* What you have to do: Repeat each record exactly. Any picture gets left out.

Collected data entries
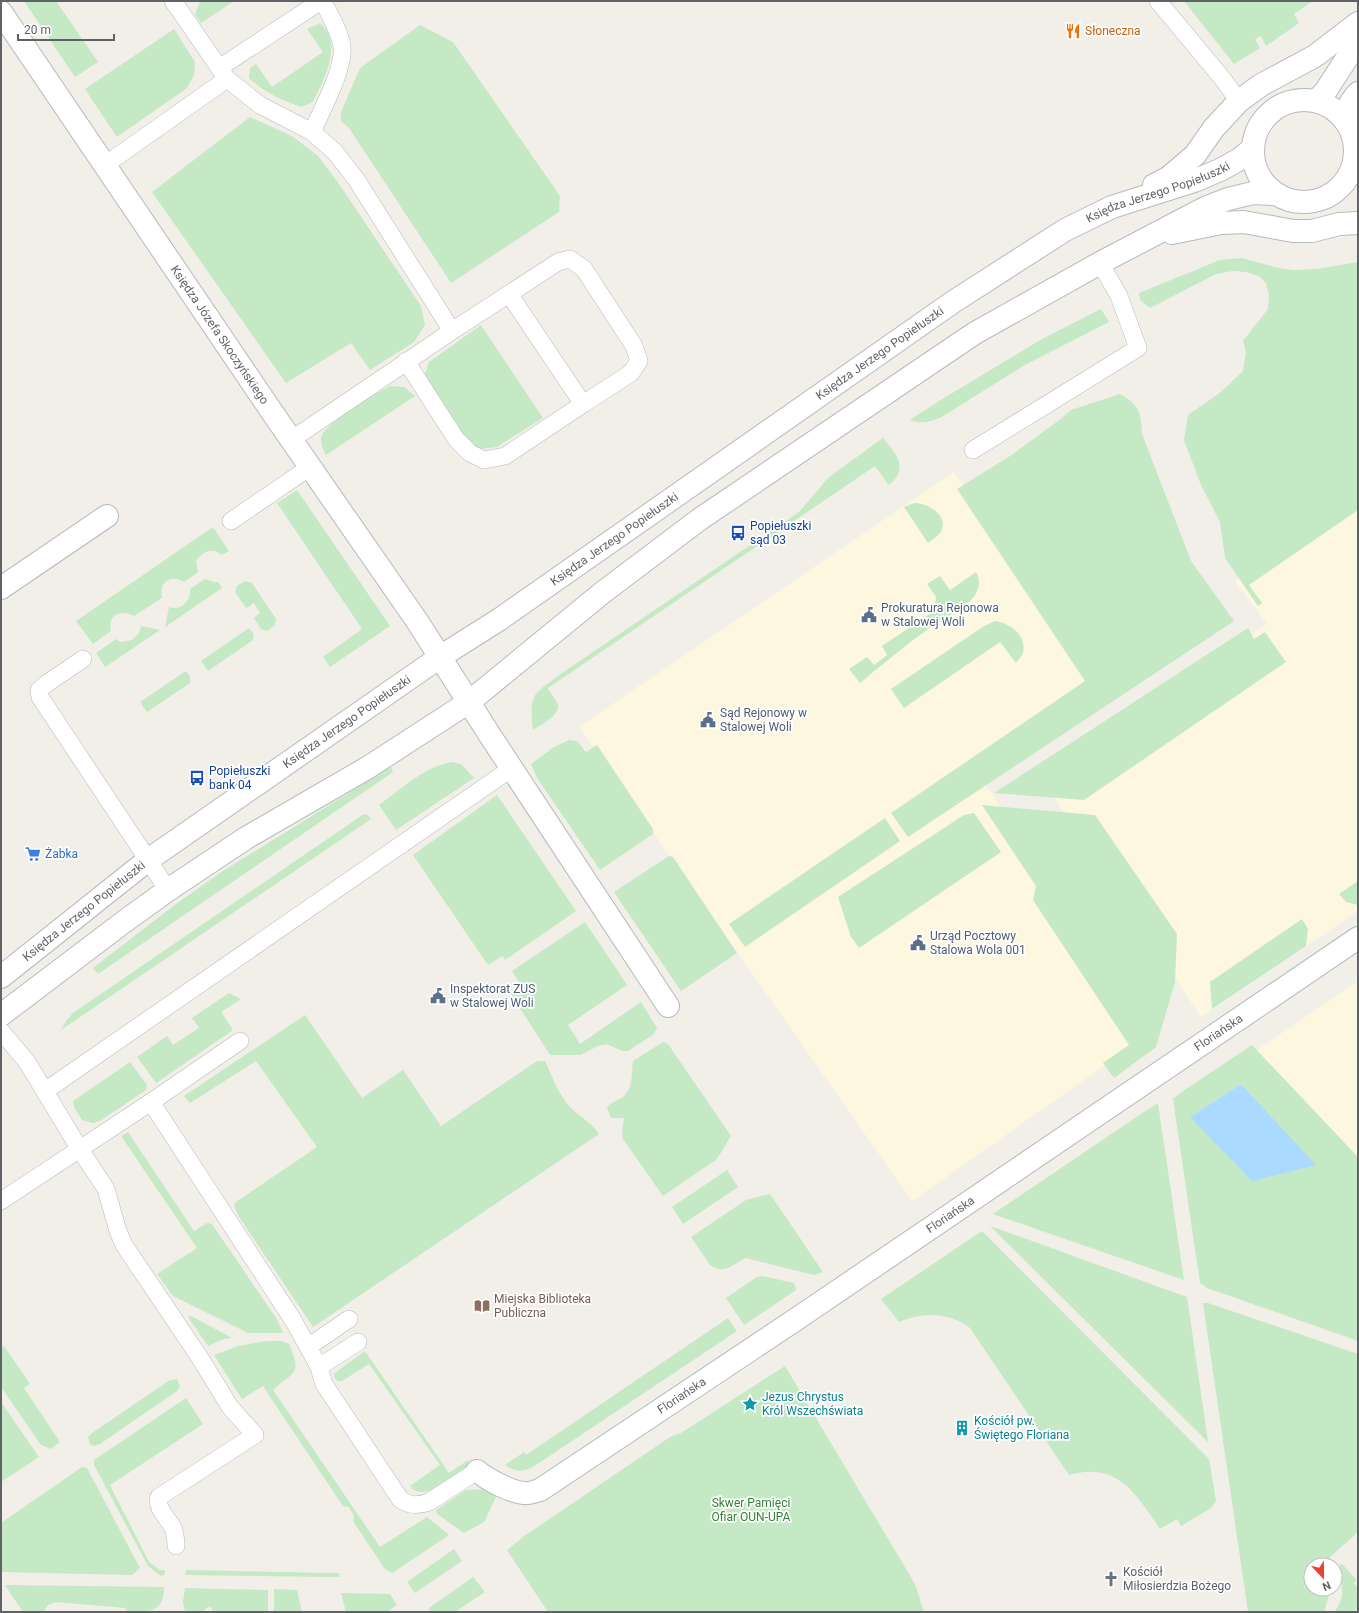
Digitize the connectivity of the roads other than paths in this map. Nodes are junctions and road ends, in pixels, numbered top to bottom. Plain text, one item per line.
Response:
1 (173, 1) edge
2 (322, 1) edge
3 (1158, 1) edge
4 (1, 12) edge
5 (1358, 23) edge
6 (1358, 41) edge
7 (223, 74) junction
8 (1358, 93) edge
9 (1239, 101) junction
10 (1316, 101) junction
11 (1348, 124) junction
12 (312, 132) junction
13 (1253, 148) junction
14 (1356, 148) edge
15 (105, 165) junction
16 (1336, 191) junction
17 (1358, 192) edge
18 (1273, 194) junction
19 (1112, 207) junction
20 (1358, 223) edge
21 (1140, 242) junction
22 (1100, 263) junction
23 (509, 294) junction
24 (452, 331) junction
25 (406, 361) junction
26 (583, 404) junction
27 (291, 440) junction
28 (972, 450) dead end
29 (310, 467) junction
30 (107, 516) dead end
31 (231, 521) dead end
32 (1, 588) edge
33 (440, 657) junction
34 (83, 659) dead end
35 (469, 702) junction
36 (512, 768) junction
37 (148, 860) junction
38 (168, 890) junction
39 (1358, 938) edge
40 (1, 977) edge
41 (668, 1006) dead end
42 (1, 1015) edge
43 (1, 1031) edge
44 (240, 1040) dead end
45 (45, 1091) junction
46 (150, 1102) junction
47 (79, 1148) junction
48 (1, 1201) edge
49 (349, 1319) dead end
50 (358, 1342) dead end
51 (308, 1347) junction
52 (319, 1367) junction
53 (477, 1471) joint
54 (176, 1546) dead end

1 - 7 lane
2 - 7 lane
2 - 12 lane
3 - 9 lane
4 - 15 street, Księdza Józefa Skoczyńskiego
5 - 9 street
6 - 10 street
7 - 12 lane
7 - 15 lane
8 - 11 street
9 - 19 street
10 - 11 street
10 - 13 street
11 - 14 street
12 - 24 lane
13 - 18 street
13 - 19 street, Księdza Jerzego Popiełuszki
14 - 16 street
15 - 27 street, Księdza Józefa Skoczyńskiego
16 - 17 street
16 - 18 street
18 - 21 street
19 - 33 street, Księdza Jerzego Popiełuszki
20 - 21 street
21 - 22 street
22 - 28 lane
22 - 35 street
23 - 24 lane
23 - 26 lane
23 - 26 lane
24 - 25 lane
25 - 26 lane
25 - 27 lane
27 - 29 street, Księdza Józefa Skoczyńskiego
29 - 31 lane
29 - 33 street, Księdza Józefa Skoczyńskiego
30 - 32 street
33 - 35 street, Księdza Józefa Skoczyńskiego
33 - 37 street, Księdza Jerzego Popiełuszki
34 - 37 lane
35 - 36 street, Księdza Józefa Skoczyńskiego
35 - 38 street
36 - 41 street, Księdza Józefa Skoczyńskiego
36 - 45 lane
37 - 38 lane
37 - 40 street, Księdza Jerzego Popiełuszki
38 - 42 street
39 - 53 street, Floriańska
43 - 45 lane
44 - 46 lane
45 - 47 lane
46 - 47 lane
46 - 51 lane
47 - 48 lane
47 - 54 lane
49 - 51 lane
50 - 52 lane
51 - 52 lane
52 - 53 lane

* Output:
Digitize the connectivity of the roads other than paths in this map. Nodes are junctions and road ends, in pixels, numbered top to bottom. Plain text, one item per line.
Response:
1 (173, 1) edge
2 (322, 1) edge
3 (1158, 1) edge
4 (1, 12) edge
5 (1358, 23) edge
6 (1358, 41) edge
7 (223, 74) junction
8 (1358, 93) edge
9 (1239, 101) junction
10 (1316, 101) junction
11 (1348, 124) junction
12 (312, 132) junction
13 (1253, 148) junction
14 (1356, 148) edge
15 (105, 165) junction
16 (1336, 191) junction
17 (1358, 192) edge
18 (1273, 194) junction
19 (1112, 207) junction
20 (1358, 223) edge
21 (1140, 242) junction
22 (1100, 263) junction
23 (509, 294) junction
24 (452, 331) junction
25 (406, 361) junction
26 (583, 404) junction
27 (291, 440) junction
28 (972, 450) dead end
29 (310, 467) junction
30 (107, 516) dead end
31 (231, 521) dead end
32 (1, 588) edge
33 (440, 657) junction
34 (83, 659) dead end
35 (469, 702) junction
36 (512, 768) junction
37 (148, 860) junction
38 (168, 890) junction
39 (1358, 938) edge
40 (1, 977) edge
41 (668, 1006) dead end
42 (1, 1015) edge
43 (1, 1031) edge
44 (240, 1040) dead end
45 (45, 1091) junction
46 (150, 1102) junction
47 (79, 1148) junction
48 (1, 1201) edge
49 (349, 1319) dead end
50 (358, 1342) dead end
51 (308, 1347) junction
52 (319, 1367) junction
53 (477, 1471) joint
54 (176, 1546) dead end

1 - 7 lane
2 - 7 lane
2 - 12 lane
3 - 9 lane
4 - 15 street, Księdza Józefa Skoczyńskiego
5 - 9 street
6 - 10 street
7 - 12 lane
7 - 15 lane
8 - 11 street
9 - 19 street
10 - 11 street
10 - 13 street
11 - 14 street
12 - 24 lane
13 - 18 street
13 - 19 street, Księdza Jerzego Popiełuszki
14 - 16 street
15 - 27 street, Księdza Józefa Skoczyńskiego
16 - 17 street
16 - 18 street
18 - 21 street
19 - 33 street, Księdza Jerzego Popiełuszki
20 - 21 street
21 - 22 street
22 - 28 lane
22 - 35 street
23 - 24 lane
23 - 26 lane
23 - 26 lane
24 - 25 lane
25 - 26 lane
25 - 27 lane
27 - 29 street, Księdza Józefa Skoczyńskiego
29 - 31 lane
29 - 33 street, Księdza Józefa Skoczyńskiego
30 - 32 street
33 - 35 street, Księdza Józefa Skoczyńskiego
33 - 37 street, Księdza Jerzego Popiełuszki
34 - 37 lane
35 - 36 street, Księdza Józefa Skoczyńskiego
35 - 38 street
36 - 41 street, Księdza Józefa Skoczyńskiego
36 - 45 lane
37 - 38 lane
37 - 40 street, Księdza Jerzego Popiełuszki
38 - 42 street
39 - 53 street, Floriańska
43 - 45 lane
44 - 46 lane
45 - 47 lane
46 - 47 lane
46 - 51 lane
47 - 48 lane
47 - 54 lane
49 - 51 lane
50 - 52 lane
51 - 52 lane
52 - 53 lane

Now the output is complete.